# What the task asks:
For this exercise, retype each line of the material below verbatim and omit any picture.

# Provided records:
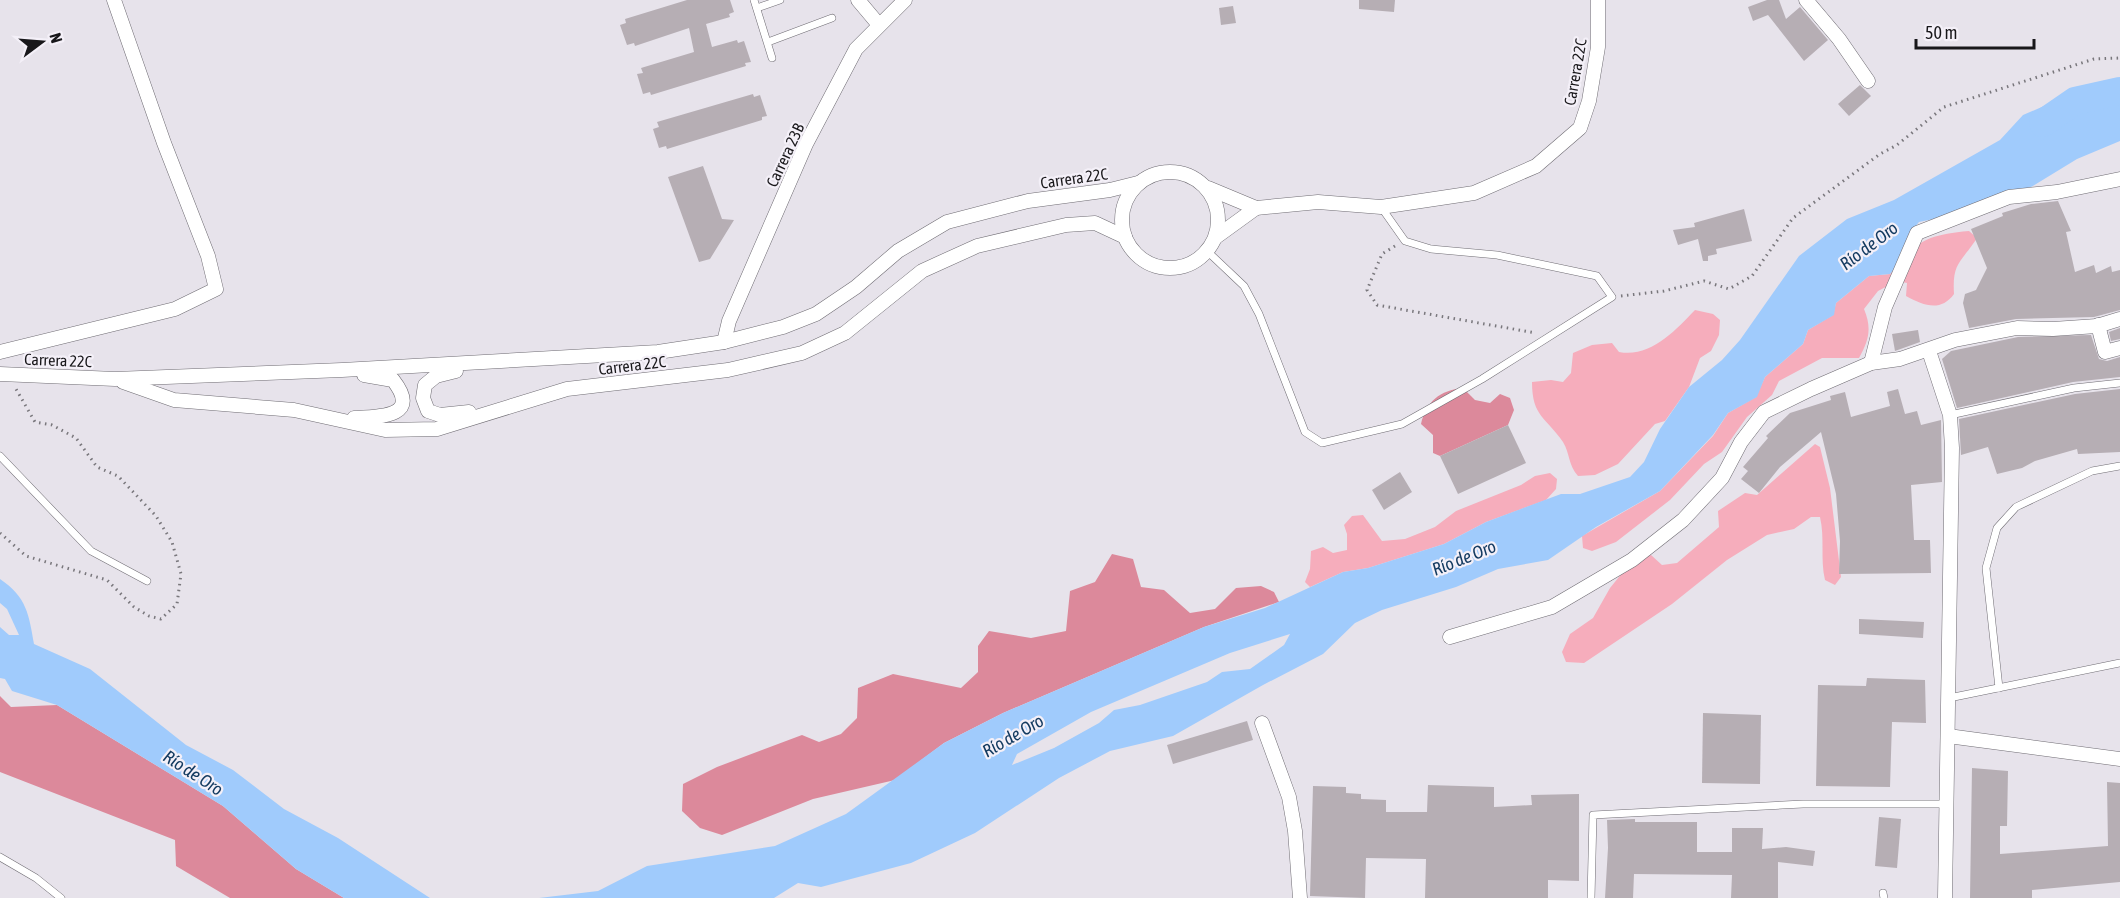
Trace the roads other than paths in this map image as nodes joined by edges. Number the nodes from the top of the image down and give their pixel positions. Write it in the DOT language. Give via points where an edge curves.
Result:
graph roads {
  1 [pos="114,0"];
  2 [pos="754,0"];
  3 [pos="780,0"];
  4 [pos="858,0"];
  5 [pos="905,0"];
  6 [pos="1598,0"];
  7 [pos="1806,0"];
  8 [pos="757,8"];
  9 [pos="832,18"];
  10 [pos="879,25"];
  11 [pos="768,42"];
  12 [pos="772,58"];
  13 [pos="1868,81"];
  14 [pos="2120,179"];
  15 [pos="1138,183"];
  16 [pos="1208,188"];
  17 [pos="1381,207"];
  18 [pos="1256,208"];
  19 [pos="1125,237"];
  20 [pos="1216,237"];
  21 [pos="1207,251"];
  22 [pos="2120,320"];
  23 [pos="2098,325"];
  24 [pos="724,342"];
  25 [pos="2120,348"];
  26 [pos="1929,351"];
  27 [pos="0,352"];
  28 [pos="1871,363"];
  29 [pos="488,364"];
  30 [pos="342,370"];
  31 [pos="4,374"];
  32 [pos="115,379"];
  33 [pos="2120,383"];
  34 [pos="499,409"];
  35 [pos="1950,415"];
  36 [pos="334,418"];
  37 [pos="0,456"];
  38 [pos="2120,466"];
  39 [pos="147,581"];
  40 [pos="1450,637"];
  41 [pos="2120,663"];
  42 [pos="1999,688"];
  43 [pos="1949,698"];
  44 [pos="1262,723"];
  45 [pos="1948,736"];
  46 [pos="2120,759"];
  47 [pos="1947,804"];
  48 [pos="0,857"];
  49 [pos="61,898"];
  50 [pos="1300,898"];
  51 [pos="1591,898"];
  52 [pos="1945,898"];
  1 -- 27 [label="street" via="208,256 216,290 175,309"];
  2 -- 8 [label="lane"];
  3 -- 8 [label="lane"];
  4 -- 10 [label="street"];
  5 -- 10 [label="street, Carrera 23B"];
  6 -- 17 [label="street, Carrera 22C" via="1598,47 1580,128 1536,166 1474,193"];
  7 -- 13 [label="street"];
  8 -- 11 [label="lane"];
  9 -- 11 [label="lane"];
  10 -- 24 [label="street, Carrera 23B" via="856,49 806,144 729,321"];
  11 -- 12 [label="lane"];
  14 -- 28 [label="street" via="2009,197 1917,233 1885,307"];
  15 -- 16 [label="street" via="1158,172 1170,171 1192,177"];
  15 -- 19 [label="street" via="1122,214"];
  15 -- 24 [label="street, Carrera 22C" via="1028,201 946,222 898,251 816,314"];
  16 -- 18 [label="street, Carrera 22C"];
  16 -- 20 [label="street" via="1218,214"];
  17 -- 18 [label="street, Carrera 22C" via="1318,202"];
  17 -- 21 [label="lane" via="1405,241 1431,249 1497,255 1597,276 1612,297 1402,424 1322,443 1305,432 1259,314 1244,286"];
  18 -- 20 [label="street"];
  19 -- 21 [label="street" via="1138,256 1159,267 1182,267"];
  19 -- 34 [label="street, Carrera 22C" via="1095,224 1066,225 976,246 922,271 845,333 802,353 728,370 567,389"];
  20 -- 21 [label="street"];
  22 -- 23 [label="street"];
  23 -- 25 [label="street" via="2105,352"];
  23 -- 26 [label="street" via="2017,328 1955,340"];
  24 -- 29 [label="street, Carrera 22C" via="657,352"];
  26 -- 28 [label="street"];
  26 -- 35 [label="street"];
  28 -- 40 [label="street" via="1764,412 1741,442 1722,478 1683,520 1612,574 1552,607"];
  29 -- 30 [label="street, Carrera 22C"];
  29 -- 34 [label="street" via="436,376 425,385 423,398 429,411 440,415"];
  30 -- 32 [label="street, Carrera 22C"];
  30 -- 36 [label="street" via="393,380 403,400 400,410 391,416"];
  31 -- 32 [label="street, Carrera 22C"];
  32 -- 36 [label="street, Carrera 22C" via="174,400 294,410"];
  33 -- 35 [label="lane" via="2074,388"];
  34 -- 36 [label="street, Carrera 22C" via="437,429 385,430"];
  35 -- 43 [label="street"];
  37 -- 39 [label="lane" via="91,551"];
  38 -- 42 [label="lane" via="2092,471 2016,507 1997,528 1986,568"];
  41 -- 42 [label="lane"];
  42 -- 43 [label="lane"];
  43 -- 45 [label="street"];
  44 -- 50 [label="street" via="1289,797"];
  45 -- 46 [label="street"];
  45 -- 47 [label="street"];
  47 -- 51 [label="lane" via="1803,804 1593,815"];
  47 -- 52 [label="street"];
  48 -- 49 [label="lane"];
}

# Written answer:
Trace the roads other than paths in this map image as nodes joined by edges. Number the nodes from the top of the image down and give their pixel positions. Write it in the DOT language. Give via points where an edge curves.
Result:
graph roads {
  1 [pos="114,0"];
  2 [pos="754,0"];
  3 [pos="780,0"];
  4 [pos="858,0"];
  5 [pos="905,0"];
  6 [pos="1598,0"];
  7 [pos="1806,0"];
  8 [pos="757,8"];
  9 [pos="832,18"];
  10 [pos="879,25"];
  11 [pos="768,42"];
  12 [pos="772,58"];
  13 [pos="1868,81"];
  14 [pos="2120,179"];
  15 [pos="1138,183"];
  16 [pos="1208,188"];
  17 [pos="1381,207"];
  18 [pos="1256,208"];
  19 [pos="1125,237"];
  20 [pos="1216,237"];
  21 [pos="1207,251"];
  22 [pos="2120,320"];
  23 [pos="2098,325"];
  24 [pos="724,342"];
  25 [pos="2120,348"];
  26 [pos="1929,351"];
  27 [pos="0,352"];
  28 [pos="1871,363"];
  29 [pos="488,364"];
  30 [pos="342,370"];
  31 [pos="4,374"];
  32 [pos="115,379"];
  33 [pos="2120,383"];
  34 [pos="499,409"];
  35 [pos="1950,415"];
  36 [pos="334,418"];
  37 [pos="0,456"];
  38 [pos="2120,466"];
  39 [pos="147,581"];
  40 [pos="1450,637"];
  41 [pos="2120,663"];
  42 [pos="1999,688"];
  43 [pos="1949,698"];
  44 [pos="1262,723"];
  45 [pos="1948,736"];
  46 [pos="2120,759"];
  47 [pos="1947,804"];
  48 [pos="0,857"];
  49 [pos="61,898"];
  50 [pos="1300,898"];
  51 [pos="1591,898"];
  52 [pos="1945,898"];
  1 -- 27 [label="street" via="208,256 216,290 175,309"];
  2 -- 8 [label="lane"];
  3 -- 8 [label="lane"];
  4 -- 10 [label="street"];
  5 -- 10 [label="street, Carrera 23B"];
  6 -- 17 [label="street, Carrera 22C" via="1598,47 1580,128 1536,166 1474,193"];
  7 -- 13 [label="street"];
  8 -- 11 [label="lane"];
  9 -- 11 [label="lane"];
  10 -- 24 [label="street, Carrera 23B" via="856,49 806,144 729,321"];
  11 -- 12 [label="lane"];
  14 -- 28 [label="street" via="2009,197 1917,233 1885,307"];
  15 -- 16 [label="street" via="1158,172 1170,171 1192,177"];
  15 -- 19 [label="street" via="1122,214"];
  15 -- 24 [label="street, Carrera 22C" via="1028,201 946,222 898,251 816,314"];
  16 -- 18 [label="street, Carrera 22C"];
  16 -- 20 [label="street" via="1218,214"];
  17 -- 18 [label="street, Carrera 22C" via="1318,202"];
  17 -- 21 [label="lane" via="1405,241 1431,249 1497,255 1597,276 1612,297 1402,424 1322,443 1305,432 1259,314 1244,286"];
  18 -- 20 [label="street"];
  19 -- 21 [label="street" via="1138,256 1159,267 1182,267"];
  19 -- 34 [label="street, Carrera 22C" via="1095,224 1066,225 976,246 922,271 845,333 802,353 728,370 567,389"];
  20 -- 21 [label="street"];
  22 -- 23 [label="street"];
  23 -- 25 [label="street" via="2105,352"];
  23 -- 26 [label="street" via="2017,328 1955,340"];
  24 -- 29 [label="street, Carrera 22C" via="657,352"];
  26 -- 28 [label="street"];
  26 -- 35 [label="street"];
  28 -- 40 [label="street" via="1764,412 1741,442 1722,478 1683,520 1612,574 1552,607"];
  29 -- 30 [label="street, Carrera 22C"];
  29 -- 34 [label="street" via="436,376 425,385 423,398 429,411 440,415"];
  30 -- 32 [label="street, Carrera 22C"];
  30 -- 36 [label="street" via="393,380 403,400 400,410 391,416"];
  31 -- 32 [label="street, Carrera 22C"];
  32 -- 36 [label="street, Carrera 22C" via="174,400 294,410"];
  33 -- 35 [label="lane" via="2074,388"];
  34 -- 36 [label="street, Carrera 22C" via="437,429 385,430"];
  35 -- 43 [label="street"];
  37 -- 39 [label="lane" via="91,551"];
  38 -- 42 [label="lane" via="2092,471 2016,507 1997,528 1986,568"];
  41 -- 42 [label="lane"];
  42 -- 43 [label="lane"];
  43 -- 45 [label="street"];
  44 -- 50 [label="street" via="1289,797"];
  45 -- 46 [label="street"];
  45 -- 47 [label="street"];
  47 -- 51 [label="lane" via="1803,804 1593,815"];
  47 -- 52 [label="street"];
  48 -- 49 [label="lane"];
}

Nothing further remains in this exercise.